On 22 January 2013 the mission was refocused and will also consist in giving strategic advice to the Somali Ministry of Defence and to the Chief of Defence Forces, as well as in supporting the development of security sector. If security conditions allow this, the EUTM will gradually move from Bihanga to Somalia.
It is difficult to judge both missions so far. Firstly, because both operations have been functioning for not a long time (EUCAP begun this year and the EUTM has been functioning since 3 years). Secondly, because effects of the training missions can usually be seen after many years. Thirdly, because we must analyze them as a part of the broader strategy of the European Union in the Horn of Africa. What we can say now is that the EU is going in the right direction leading three different missions with strong connections between them and the other international and regional actors. EU NAVFOR protects the Gulf of Aden against piracy and EUCAP Nestor strengthens maritime capabilities of the neighborhood states but do not solve the problem of instability and possible terrorist threat. That is the reason why the EUTM Somalia was launched. Those soldiers who successfully completed training in Bihanga should become a significant part of the Somali Armed Forces and through the Train the Trainers Module some of them will teach new recruits, hopefully in Somalia.
As for the recommendations, the EU should continue to act in a current way, slowly and with patience, with military instruments used in final resort. Somali military, together with the troops of the African Union Mission in Somalia (AMISOM), will be increasingly effective in the fight against Al Shabaab and has the potential to defeat them. That could take some time and the perspective of EUTM until 2015 seems to be too short in this context. This mission should be extended (and probably will be) because even after victory the Transnational Federal Government will need assistance in the creation of fully efficient army that will ensure security for the future.
After so many years of instability, the TFG will also need political and diplomatic aid to regulate relations with Puntland and Somaliland – territories that declared themselves as independent states – as well as with the neighborhood where so many Somali people live (4.6 mln in Ethiopia, 2.4 mln in Kenya ). These facts, along with the idea of pan-somalism, were the main causes of armed conflicts in the past . Clan structures are the next challenge. Because they are an important part of Somalis identity, international community should behave with caution in order to not aggravate divisions. All of these conditions can be ensured only if Somalia will become a stable state and the role of the EU is to help with this process. That is also a great chance for the EU to show its ability to lead successful long-term missions.

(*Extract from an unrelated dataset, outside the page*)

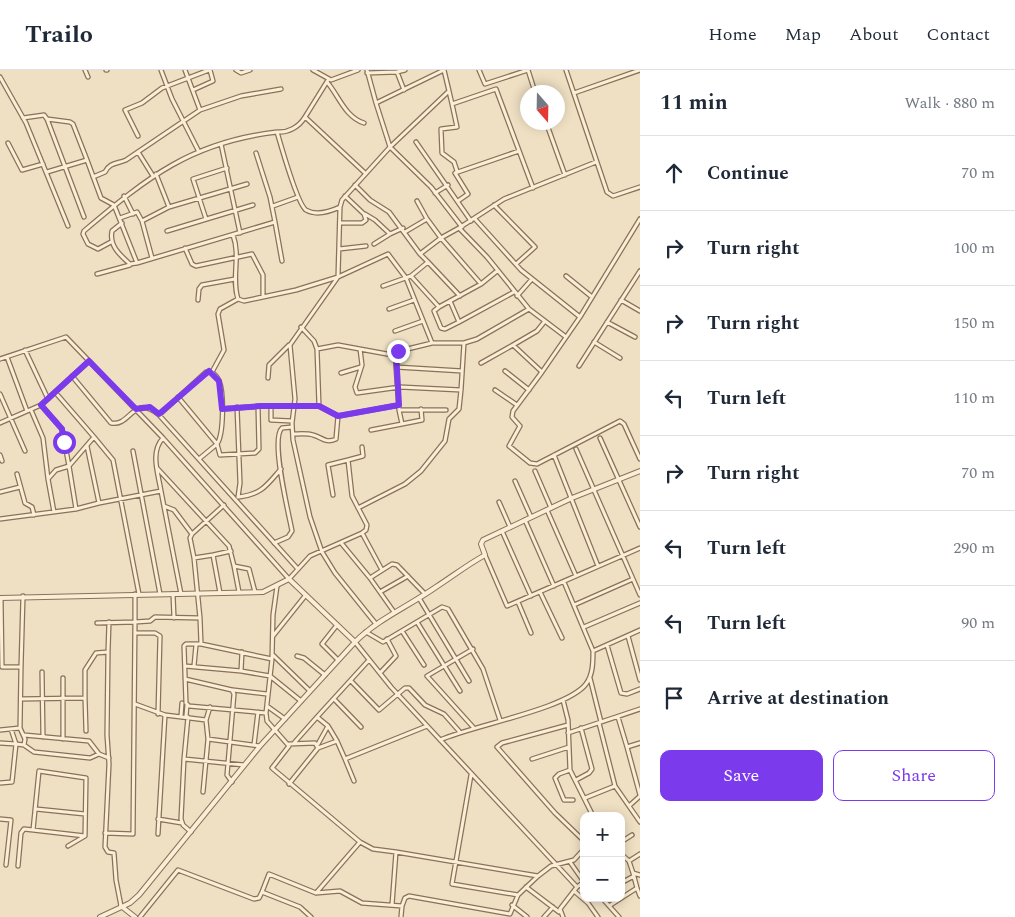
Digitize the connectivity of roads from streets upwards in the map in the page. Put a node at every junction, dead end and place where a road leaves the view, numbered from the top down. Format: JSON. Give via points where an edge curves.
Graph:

Rafal Andrzej Smentek – graduated in political science at the University of Warsaw and Erasmus scholarship at the Ludwig-Maximilians-Universität in Munich. Involved in the so-called citizen journalism (Wiadomości24.pl, Stosunki Międzynarodowe). Two-time trainee in Konrad Adenauer Foundation in Poland. From March to July 2012 intern in German Bundestag in the office of Mr Eckhard Pols (CDU) in the framework of Internationales-Parlaments-Stipendium.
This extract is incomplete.